As chronicled on the “Beard of Bees” website, authors involved with Gnoetry, “an on-going experiment in human/computer collaborative poetry composition”, have collectively engaged with digital textual processing for more than a decade (see http://beardofbees.com/gnoetry.html and also http://gnoetrydaily.wordpress.com/). In 2011, the group published their first anthology, Gnoetry Daily, Vol. 1, a 52 page collection of verse spun with programs named Gnoetry, charNG, Infinite Monkeys, ePoGeeS, welatanschauung, and JanusNode, with accompanying commentary by Eric Elshtain, eRoGK7, Matthew, edde addad, nathanielksmith, and DaveTolkacz.
The software program engineered by the group, Gnoetry, synthesizes language based on its analysis of existing texts, thus mimicking the “statistical properties” of its input texts; users filter language by applying constraints in each of the programs they favor. Concluding the “Methodological Notes” included in Gnoetry Daily, Vol. 1, addad writes, after highlighting capabilities of their preferred programs, “Generally, we just want to write good poetry”. Emphasizing the
contents of Gnoetry Daily, Vol. 1, we analyze successes and failures in this pursuit and discuss how the group’s practice interestingly falls in line with what could be called a “post-TRAVESTY” continuum. TRAVESTY is a text processor constructed in the 1980s by Hugh Kenner and Joseph O’Rourke that had great influence on digital poetry’s development in the United States, by inspiring subsequent important works by Jackson Mac Low, Charles O. Hartman, and others, and initiating dialog between practitioners.

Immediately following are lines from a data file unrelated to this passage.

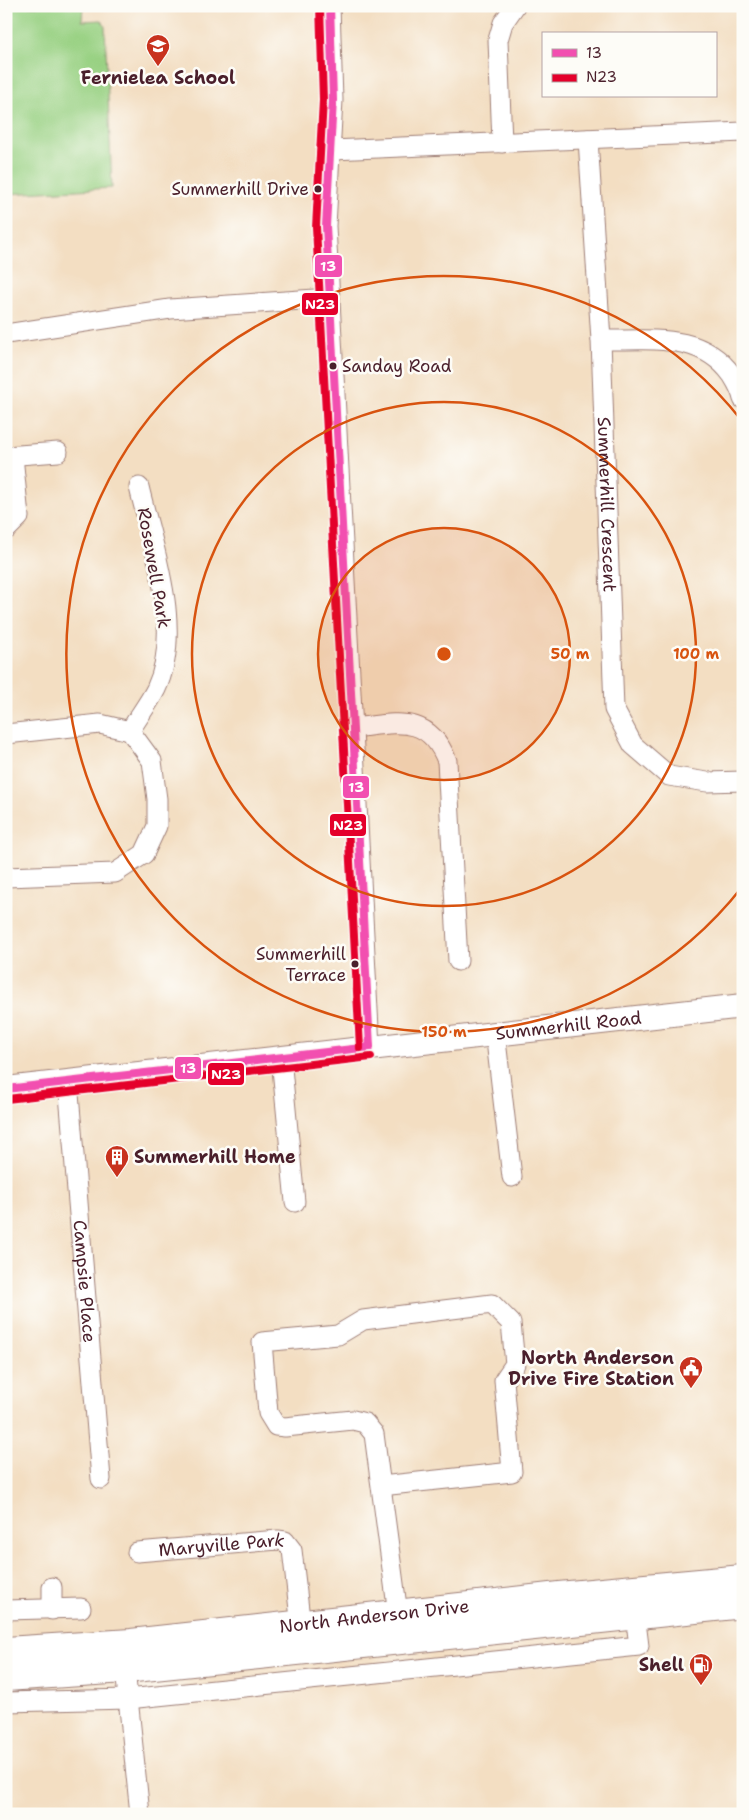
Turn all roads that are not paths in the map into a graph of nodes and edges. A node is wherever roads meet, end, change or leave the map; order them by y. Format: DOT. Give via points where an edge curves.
graph roads {
  1 [pos="330,6"];
  2 [pos="515,6"];
  3 [pos="743,132"];
  4 [pos="588,139"];
  5 [pos="502,143"];
  6 [pos="332,150"];
  7 [pos="330,298"];
  8 [pos="6,334"];
  9 [pos="601,340"];
  10 [pos="743,399"];
  11 [pos="58,452"];
  12 [pos="10,456"];
  13 [pos="139,487"];
  14 [pos="6,530"];
  15 [pos="352,728"];
  16 [pos="130,731"];
  17 [pos="6,734"];
  18 [pos="743,781"];
  19 [pos="6,877"];
  20 [pos="458,961"];
  21 [pos="743,1006"];
  22 [pos="495,1032"];
  23 [pos="370,1048"];
  24 [pos="280,1058"];
  25 [pos="68,1082"];
  26 [pos="6,1089"];
  27 [pos="512,1177"];
  28 [pos="295,1202"];
  29 [pos="101,1479"];
  30 [pos="381,1486"];
  31 [pos="137,1552"];
  32 [pos="743,1579"];
  33 [pos="52,1587"];
  34 [pos="743,1604"];
  35 [pos="81,1608"];
  36 [pos="6,1610"];
  37 [pos="52,1610"];
  38 [pos="398,1614"];
  39 [pos="636,1614"];
  40 [pos="302,1636"];
  41 [pos="6,1651"];
  42 [pos="126,1669"];
  43 [pos="6,1677"];
  44 [pos="128,1699"];
  45 [pos="6,1702"];
  46 [pos="140,1814"];
  1 -- 6 [label="street"];
  2 -- 5 [label="street" via="503,23 498,40"];
  3 -- 4 [label="street"];
  4 -- 5 [label="street"];
  4 -- 9 [label="street, Summerhill Crescent"];
  5 -- 6 [label="street"];
  6 -- 7 [label="street" via="326,226"];
  7 -- 8 [label="street" via="170,309"];
  7 -- 15 [label="street"];
  9 -- 10 [label="street" via="672,341 701,347 725,365"];
  9 -- 18 [label="street, Summerhill Crescent" via="614,709 633,745 669,776 707,782"];
  11 -- 12 [label="street"];
  12 -- 14 [label="street" via="19,517"];
  13 -- 16 [label="street, Rosewell Park" via="166,609 167,643 164,666 156,688"];
  15 -- 20 [label="street" via="413,724 428,731 442,747 447,761"];
  15 -- 23 [label="street"];
  16 -- 17 [label="street" via="100,724"];
  16 -- 19 [label="street" via="152,761 157,799 157,826 144,854 115,873"];
  21 -- 22 [label="street, Summerhill Road"];
  22 -- 23 [label="street, Summerhill Road"];
  22 -- 27 [label="street"];
  23 -- 24 [label="street, Summerhill Road"];
  24 -- 25 [label="street, Summerhill Road"];
  24 -- 28 [label="street"];
  25 -- 26 [label="street, Summerhill Road"];
  25 -- 29 [label="street, Campsie Place"];
  30 -- 30 [label="street" via="374,1434 365,1423 353,1420 276,1426 268,1413 262,1342 338,1335 363,1320 492,1304 511,1323 515,1364 504,1380 512,1472"];
  30 -- 38 [label="street"];
  31 -- 40 [label="street, Maryville Park" via="285,1541 292,1550"];
  32 -- 38 [label="main road, North Anderson Drive"];
  33 -- 37 [label="street"];
  34 -- 39 [label="main road, North Anderson Drive"];
  35 -- 37 [label="street"];
  36 -- 37 [label="street"];
  38 -- 40 [label="main road, North Anderson Drive"];
  39 -- 40 [label="main road, North Anderson Drive"];
  39 -- 44 [label="street" via="638,1646"];
  40 -- 41 [label="main road, North Anderson Drive"];
  40 -- 42 [label="main road, North Anderson Drive"];
  42 -- 43 [label="main road, North Anderson Drive"];
  42 -- 44 [label="street"];
  44 -- 45 [label="street"];
  44 -- 46 [label="street"];
}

Efforts of those involved with Gnoetry group not only recall the communal rapport initiated by artists who appreciated and worked with TRAVESTY, but also some of the program’s aesthetic and computational agenda as well. In addition to pursuing such topics, we will, using the conference paper as an input, create spontaneous poems that offers us, and the audience, an opportunity to evaluate the program’s qualities in real time—as a way of suggesting the key to interpreting the significance of these alliances and aesthetic directions is to imagine the authorial process as a mode of interactivity.